La commission de l’enseignement, des affaires culturelles et sociales de la Chambre des conseillers a approuvé, à la majorité, lundi 22 juin 2026, le projet de loi n° 27.26 modifiant et complétant la loi n° 17.04 portant Code du médicament et de la pharmacie, en présence du ministre de la santé et de la protection sociale, Amine Tehraoui. Ce projet s’inscrit dans le cadre de la mise en œuvre des Hautes Orientations Royales, visant à renforcer la souveraineté sanitaire et pharmaceutique du Royaume ainsi qu’à améliorer la gouvernance du système national lié aux médicaments et aux produits de santé. Ce texte législatif intervient dans le contexte des efforts continus déployés par le Royaume pour adapter le cadre juridique national aux normes internationales en vigueur dans le domaine pharmaceutique. Il vise notamment à renforcer les missions de l’Agence marocaine des médicaments et des produits de santé en matière d’autorisation, de contrôle, d’inspection et de pharmacovigilance, tout en soutenant l’objectif d’atteindre le niveau de maturité réglementaire 3 (ML3) reconnu par l’Organisation mondiale de la santé.

Le projet de loi a pour objectif d’actualiser plusieurs dispositions du Code du médicament et de la pharmacie afin de suivre l’évolution du secteur pharmaceutique national, de renforcer les mécanismes de régulation des médicaments et des produits de santé, et de contribuer à garantir leur qualité, leur sécurité et leur efficacité. Le texte vise également à renforcer l’encadrement juridique de certains produits liés à la santé, notamment les compléments alimentaires qui, en raison de leur composition, de leur dosage ou de leurs effets, nécessitent une prescription médicale. Cette mesure a pour but d’assurer leur utilisation appropriée et de protéger la santé des citoyennes et des citoyens. Le projet comprend aussi des dispositions destinées à consolider le système de pharmacovigilance et de gestion des risques médicamenteux, ainsi qu’à renforcer son caractère institutionnel et organisationnel. Il prévoit notamment l’adoption de règles de bonnes pratiques en la matière et le renforcement de la responsabilité des établissements pharmaceutiques industriels dans le suivi de la sécurité des médicaments après leur mise sur le marché.
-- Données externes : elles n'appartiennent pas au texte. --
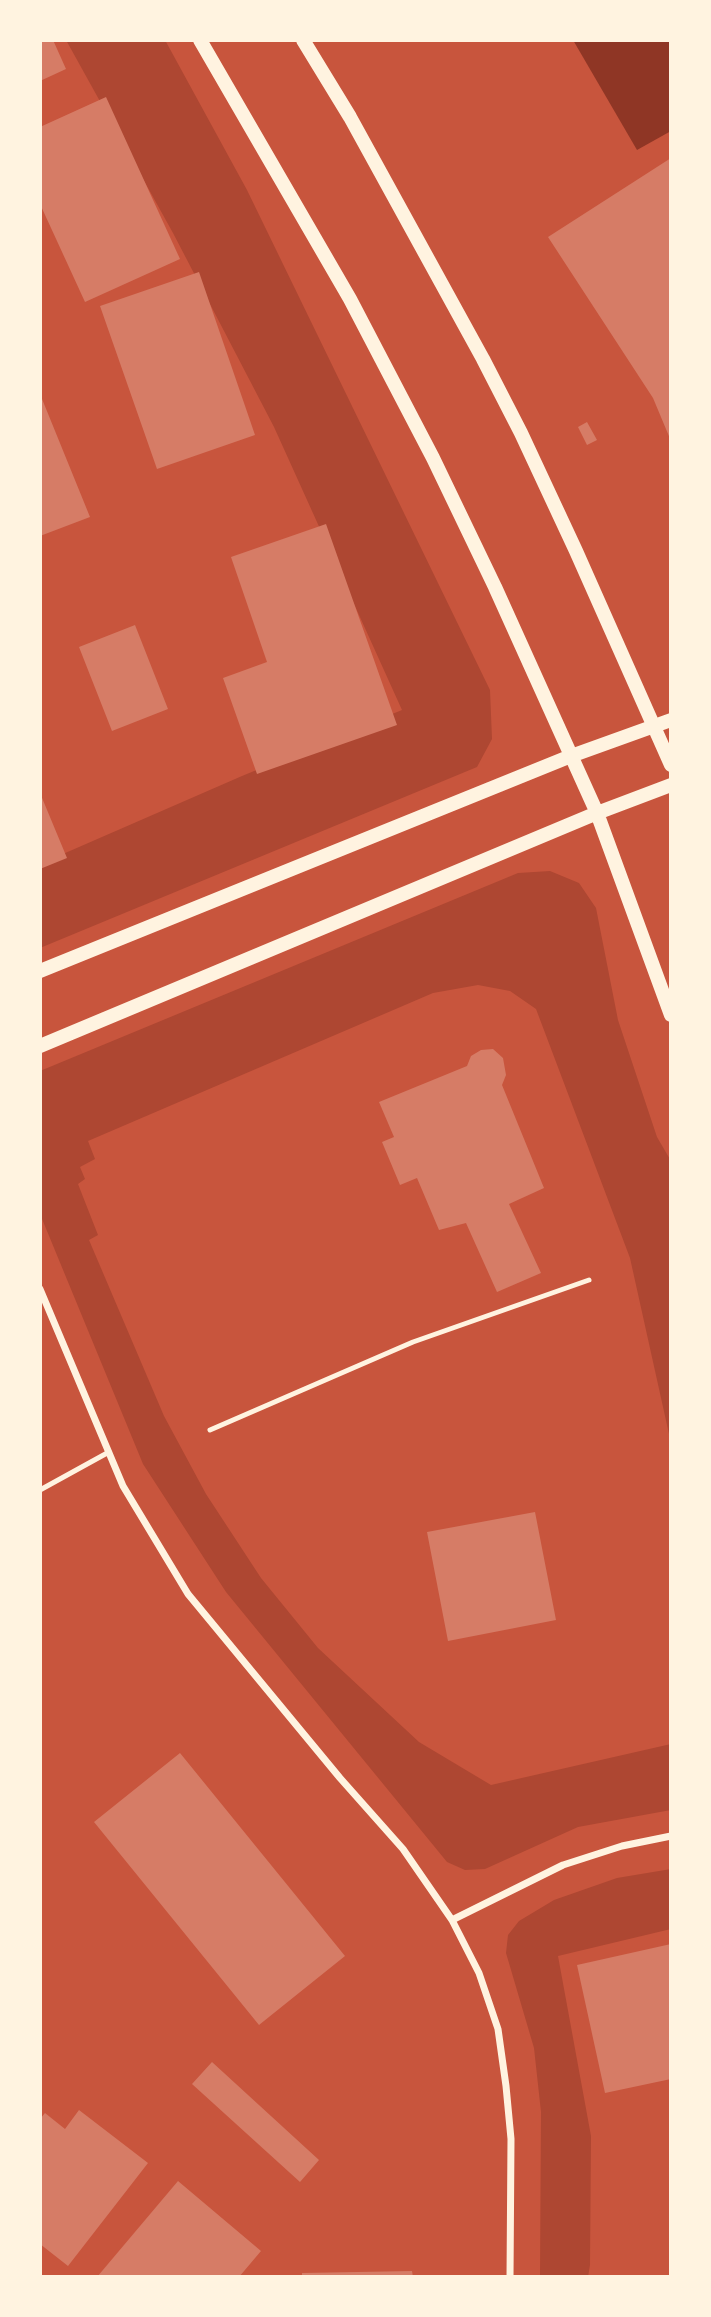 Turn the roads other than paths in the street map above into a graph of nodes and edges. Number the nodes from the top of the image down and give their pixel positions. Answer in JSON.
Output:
{"nodes":[{"id":1,"x":200,"y":40,"type":"edge"},
{"id":2,"x":303,"y":40,"type":"edge"},
{"id":3,"x":671,"y":720,"type":"edge"},
{"id":4,"x":653,"y":727,"type":"junction"},
{"id":5,"x":571,"y":756,"type":"junction"},
{"id":6,"x":671,"y":765,"type":"edge"},
{"id":7,"x":671,"y":785,"type":"edge"},
{"id":8,"x":597,"y":813,"type":"junction"},
{"id":9,"x":40,"y":971,"type":"edge"},
{"id":10,"x":671,"y":1015,"type":"edge"},
{"id":11,"x":40,"y":1046,"type":"edge"},
{"id":12,"x":589,"y":1280,"type":"dead end"},
{"id":13,"x":40,"y":1289,"type":"edge"},
{"id":14,"x":210,"y":1430,"type":"dead end"},
{"id":15,"x":109,"y":1452,"type":"junction"},
{"id":16,"x":40,"y":1490,"type":"edge"},
{"id":17,"x":671,"y":1836,"type":"edge"},
{"id":18,"x":452,"y":1920,"type":"junction"},
{"id":19,"x":510,"y":2277,"type":"edge"}],
"edges":[{"from":1,"to":5,"type":"main road"},
{"from":2,"to":4,"type":"main road"},
{"from":3,"to":4,"type":"main road"},
{"from":4,"to":5,"type":"main road"},
{"from":4,"to":6,"type":"main road"},
{"from":5,"to":8,"type":"main road"},
{"from":5,"to":9,"type":"main road"},
{"from":7,"to":8,"type":"main road"},
{"from":8,"to":10,"type":"main road"},
{"from":8,"to":11,"type":"main road"},
{"from":12,"to":14,"type":"lane"},
{"from":13,"to":15,"type":"street"},
{"from":15,"to":16,"type":"lane"},
{"from":15,"to":18,"type":"street"},
{"from":17,"to":18,"type":"street"},
{"from":18,"to":19,"type":"street"}]}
Les débats ont été l’occasion de souligner l’importance de ce texte pour la modernisation du cadre juridique régissant le secteur du médicament et de la pharmacie, le renforcement de la souveraineté pharmaceutique nationale et la consolidation de la position du Maroc en tant que système de régulation sanitaire plus performant et plus efficace. A noter que le projet de loi n° 27.26 avait déjà été approuvé à la majorité par la commission des secteurs sociaux de la Chambre des représentants, avant d’être examiné, débattu puis adopté à la majorité par la commission de l’enseignement, des affaires culturelles et sociales de la Chambre des conseillers.